▶ [Aim of the task] The complete set of records below must be repeated precisely as given.

-- Extracted information follows --

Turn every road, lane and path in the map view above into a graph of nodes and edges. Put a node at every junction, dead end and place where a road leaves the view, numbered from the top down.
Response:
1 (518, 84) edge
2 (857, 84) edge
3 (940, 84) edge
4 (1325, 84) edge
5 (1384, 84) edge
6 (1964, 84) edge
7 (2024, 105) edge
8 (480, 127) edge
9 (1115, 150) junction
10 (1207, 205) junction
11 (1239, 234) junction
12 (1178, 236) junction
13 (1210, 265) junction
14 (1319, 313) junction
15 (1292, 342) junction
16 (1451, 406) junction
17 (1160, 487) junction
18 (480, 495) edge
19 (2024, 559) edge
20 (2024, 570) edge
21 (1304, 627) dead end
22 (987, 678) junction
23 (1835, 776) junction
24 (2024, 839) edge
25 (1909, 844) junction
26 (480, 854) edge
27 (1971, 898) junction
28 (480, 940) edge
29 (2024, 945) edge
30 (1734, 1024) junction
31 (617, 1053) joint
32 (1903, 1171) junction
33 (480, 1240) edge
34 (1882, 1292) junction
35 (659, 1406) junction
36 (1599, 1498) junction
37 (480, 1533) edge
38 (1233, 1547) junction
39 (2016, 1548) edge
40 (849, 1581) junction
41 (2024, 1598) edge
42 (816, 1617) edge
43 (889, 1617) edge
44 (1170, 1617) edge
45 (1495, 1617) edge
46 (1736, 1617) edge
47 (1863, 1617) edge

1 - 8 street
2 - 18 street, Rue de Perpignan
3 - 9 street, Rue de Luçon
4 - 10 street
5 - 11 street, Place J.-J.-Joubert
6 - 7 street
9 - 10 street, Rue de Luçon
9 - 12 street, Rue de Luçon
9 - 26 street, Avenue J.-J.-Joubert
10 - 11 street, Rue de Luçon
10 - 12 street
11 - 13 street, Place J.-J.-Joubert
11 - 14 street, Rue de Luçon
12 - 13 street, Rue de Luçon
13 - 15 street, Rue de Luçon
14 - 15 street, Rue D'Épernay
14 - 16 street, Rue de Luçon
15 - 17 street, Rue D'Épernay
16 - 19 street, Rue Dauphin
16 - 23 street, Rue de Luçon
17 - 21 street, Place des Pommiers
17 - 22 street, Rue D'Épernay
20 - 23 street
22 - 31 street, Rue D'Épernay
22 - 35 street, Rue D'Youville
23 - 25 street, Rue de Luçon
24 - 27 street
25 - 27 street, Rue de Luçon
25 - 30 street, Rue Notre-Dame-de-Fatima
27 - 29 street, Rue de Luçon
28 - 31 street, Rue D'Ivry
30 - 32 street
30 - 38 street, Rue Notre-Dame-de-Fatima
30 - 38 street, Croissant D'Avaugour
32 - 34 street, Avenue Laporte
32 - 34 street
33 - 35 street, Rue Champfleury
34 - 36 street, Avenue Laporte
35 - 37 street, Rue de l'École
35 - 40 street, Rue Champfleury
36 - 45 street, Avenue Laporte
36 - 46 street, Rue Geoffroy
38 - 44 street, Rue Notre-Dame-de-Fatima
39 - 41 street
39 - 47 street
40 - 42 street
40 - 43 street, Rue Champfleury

-- Extracted information concluded --

▶ [Solution to this problem]
Turn every road, lane and path in the map view above into a graph of nodes and edges. Put a node at every junction, dead end and place where a road leaves the view, numbered from the top down.
Response:
1 (518, 84) edge
2 (857, 84) edge
3 (940, 84) edge
4 (1325, 84) edge
5 (1384, 84) edge
6 (1964, 84) edge
7 (2024, 105) edge
8 (480, 127) edge
9 (1115, 150) junction
10 (1207, 205) junction
11 (1239, 234) junction
12 (1178, 236) junction
13 (1210, 265) junction
14 (1319, 313) junction
15 (1292, 342) junction
16 (1451, 406) junction
17 (1160, 487) junction
18 (480, 495) edge
19 (2024, 559) edge
20 (2024, 570) edge
21 (1304, 627) dead end
22 (987, 678) junction
23 (1835, 776) junction
24 (2024, 839) edge
25 (1909, 844) junction
26 (480, 854) edge
27 (1971, 898) junction
28 (480, 940) edge
29 (2024, 945) edge
30 (1734, 1024) junction
31 (617, 1053) joint
32 (1903, 1171) junction
33 (480, 1240) edge
34 (1882, 1292) junction
35 (659, 1406) junction
36 (1599, 1498) junction
37 (480, 1533) edge
38 (1233, 1547) junction
39 (2016, 1548) edge
40 (849, 1581) junction
41 (2024, 1598) edge
42 (816, 1617) edge
43 (889, 1617) edge
44 (1170, 1617) edge
45 (1495, 1617) edge
46 (1736, 1617) edge
47 (1863, 1617) edge

1 - 8 street
2 - 18 street, Rue de Perpignan
3 - 9 street, Rue de Luçon
4 - 10 street
5 - 11 street, Place J.-J.-Joubert
6 - 7 street
9 - 10 street, Rue de Luçon
9 - 12 street, Rue de Luçon
9 - 26 street, Avenue J.-J.-Joubert
10 - 11 street, Rue de Luçon
10 - 12 street
11 - 13 street, Place J.-J.-Joubert
11 - 14 street, Rue de Luçon
12 - 13 street, Rue de Luçon
13 - 15 street, Rue de Luçon
14 - 15 street, Rue D'Épernay
14 - 16 street, Rue de Luçon
15 - 17 street, Rue D'Épernay
16 - 19 street, Rue Dauphin
16 - 23 street, Rue de Luçon
17 - 21 street, Place des Pommiers
17 - 22 street, Rue D'Épernay
20 - 23 street
22 - 31 street, Rue D'Épernay
22 - 35 street, Rue D'Youville
23 - 25 street, Rue de Luçon
24 - 27 street
25 - 27 street, Rue de Luçon
25 - 30 street, Rue Notre-Dame-de-Fatima
27 - 29 street, Rue de Luçon
28 - 31 street, Rue D'Ivry
30 - 32 street
30 - 38 street, Rue Notre-Dame-de-Fatima
30 - 38 street, Croissant D'Avaugour
32 - 34 street, Avenue Laporte
32 - 34 street
33 - 35 street, Rue Champfleury
34 - 36 street, Avenue Laporte
35 - 37 street, Rue de l'École
35 - 40 street, Rue Champfleury
36 - 45 street, Avenue Laporte
36 - 46 street, Rue Geoffroy
38 - 44 street, Rue Notre-Dame-de-Fatima
39 - 41 street
39 - 47 street
40 - 42 street
40 - 43 street, Rue Champfleury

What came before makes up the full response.